28 Febbraio 1 Marzo 2015
Inspirazione ed espirazione primarie

Lo stesso principio che governa la respirazione polmonare (secondaria), è un principio universale:
espansione e contrazione, flessione ed estensione, anabolismo e catabolismo, apertura e chiusura, yin e gang, il moto d’onda.
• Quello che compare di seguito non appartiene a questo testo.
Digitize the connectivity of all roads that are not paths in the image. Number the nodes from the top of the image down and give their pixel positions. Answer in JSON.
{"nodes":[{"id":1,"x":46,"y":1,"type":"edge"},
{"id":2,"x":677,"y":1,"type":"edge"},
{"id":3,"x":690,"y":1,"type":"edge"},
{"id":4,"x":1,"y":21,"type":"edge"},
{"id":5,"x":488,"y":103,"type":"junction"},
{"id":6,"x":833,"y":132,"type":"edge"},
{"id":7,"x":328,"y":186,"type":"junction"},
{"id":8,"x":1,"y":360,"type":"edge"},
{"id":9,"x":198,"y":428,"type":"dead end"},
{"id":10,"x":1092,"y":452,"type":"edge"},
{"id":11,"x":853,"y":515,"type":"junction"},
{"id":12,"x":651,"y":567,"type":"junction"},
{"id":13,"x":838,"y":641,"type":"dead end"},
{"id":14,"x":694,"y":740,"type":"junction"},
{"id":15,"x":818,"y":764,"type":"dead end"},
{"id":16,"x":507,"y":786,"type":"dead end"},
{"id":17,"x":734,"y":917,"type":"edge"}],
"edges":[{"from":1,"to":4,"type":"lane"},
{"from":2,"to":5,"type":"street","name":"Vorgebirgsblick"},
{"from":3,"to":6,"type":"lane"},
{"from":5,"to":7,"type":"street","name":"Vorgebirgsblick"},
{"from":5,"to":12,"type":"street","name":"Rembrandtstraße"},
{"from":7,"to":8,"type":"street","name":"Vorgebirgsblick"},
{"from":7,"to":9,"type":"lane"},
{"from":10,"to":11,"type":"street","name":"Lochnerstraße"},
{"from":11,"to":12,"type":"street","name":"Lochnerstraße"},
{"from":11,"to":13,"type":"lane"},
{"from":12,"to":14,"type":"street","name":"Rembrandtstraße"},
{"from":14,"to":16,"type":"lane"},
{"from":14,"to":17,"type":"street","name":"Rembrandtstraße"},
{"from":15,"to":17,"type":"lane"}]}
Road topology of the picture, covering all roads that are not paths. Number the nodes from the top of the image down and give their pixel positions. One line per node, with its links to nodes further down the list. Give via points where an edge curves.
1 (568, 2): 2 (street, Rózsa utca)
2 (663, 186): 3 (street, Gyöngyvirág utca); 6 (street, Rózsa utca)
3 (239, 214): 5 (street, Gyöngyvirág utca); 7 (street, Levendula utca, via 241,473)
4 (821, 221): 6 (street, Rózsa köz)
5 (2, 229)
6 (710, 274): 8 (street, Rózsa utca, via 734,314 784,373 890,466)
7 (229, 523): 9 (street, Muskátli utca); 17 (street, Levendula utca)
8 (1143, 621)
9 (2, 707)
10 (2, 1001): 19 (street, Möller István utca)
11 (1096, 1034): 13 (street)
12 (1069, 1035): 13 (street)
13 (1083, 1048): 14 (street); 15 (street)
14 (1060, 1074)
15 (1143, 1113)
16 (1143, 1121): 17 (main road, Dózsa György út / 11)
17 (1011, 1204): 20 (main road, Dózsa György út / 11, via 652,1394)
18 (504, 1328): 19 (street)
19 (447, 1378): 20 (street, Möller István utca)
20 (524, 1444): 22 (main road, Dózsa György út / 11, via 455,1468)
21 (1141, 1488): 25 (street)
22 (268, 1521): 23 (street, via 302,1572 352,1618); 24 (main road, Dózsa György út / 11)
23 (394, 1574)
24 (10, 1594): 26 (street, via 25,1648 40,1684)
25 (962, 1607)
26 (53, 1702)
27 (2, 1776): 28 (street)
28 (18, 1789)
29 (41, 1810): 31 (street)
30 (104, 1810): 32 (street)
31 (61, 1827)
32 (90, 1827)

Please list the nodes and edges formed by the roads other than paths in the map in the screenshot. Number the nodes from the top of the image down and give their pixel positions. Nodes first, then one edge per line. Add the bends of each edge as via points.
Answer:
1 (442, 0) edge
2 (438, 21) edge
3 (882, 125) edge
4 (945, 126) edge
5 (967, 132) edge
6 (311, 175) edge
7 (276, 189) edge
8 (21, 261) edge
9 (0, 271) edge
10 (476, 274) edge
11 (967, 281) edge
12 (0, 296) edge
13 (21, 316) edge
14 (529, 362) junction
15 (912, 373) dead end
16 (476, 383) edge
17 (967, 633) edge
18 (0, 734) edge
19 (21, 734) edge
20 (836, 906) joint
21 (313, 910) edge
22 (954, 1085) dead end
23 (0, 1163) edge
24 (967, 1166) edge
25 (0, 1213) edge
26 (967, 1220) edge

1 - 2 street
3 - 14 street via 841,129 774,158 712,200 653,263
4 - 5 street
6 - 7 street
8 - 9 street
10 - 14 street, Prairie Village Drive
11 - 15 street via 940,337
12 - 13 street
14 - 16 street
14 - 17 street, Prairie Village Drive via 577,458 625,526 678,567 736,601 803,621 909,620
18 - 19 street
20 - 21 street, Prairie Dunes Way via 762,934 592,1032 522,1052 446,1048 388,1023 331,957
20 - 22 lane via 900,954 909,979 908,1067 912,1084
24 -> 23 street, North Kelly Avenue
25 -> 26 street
Due fasi, due modalità relazionali, due stati del sistema nervoso autonomo. Tra le due fasi c’è uno stato di quiete. La quiete stessa che è all’origine del movimento come il buio alla luce e il silenzio alla musica. Ascoltare e fare esperienza della Respirazione Primaria attraverso le specifiche modalità del contatto craniosacrale: attenzione efferente, intenzione neutrale, quiete interiore.


a cura di
Paolo Maderu Pincione
partecipai al mio primo corso craniosacrale a Poona (India), nel ‘94. Insegnavano Bhadrena Tschumi e Nirvesha. Co-fondai l’Istituto Upledger in Italia, ne uscii quasi subito per costituire nel 1998 l’Istituto per le Terapie CranioSacrali, ITCS, e poi l’associazione professionale del Craniosacrale in Italia, oggi ACSI. In 15 anni di esperienza di insegnamento e di aggiornamento personale in vari campi che vanno dal lavoro somatico, osteopatico, bioenergetico, prenatale e neonatale, posso dire che l’approccio craniosacrale si è molto evoluto. Questi incontri che propongo ne sono una testimonianza. Mi occupo anche di informazione e diffusione culturale, editoriale, attraverso pubblicazione di libri, siti e social.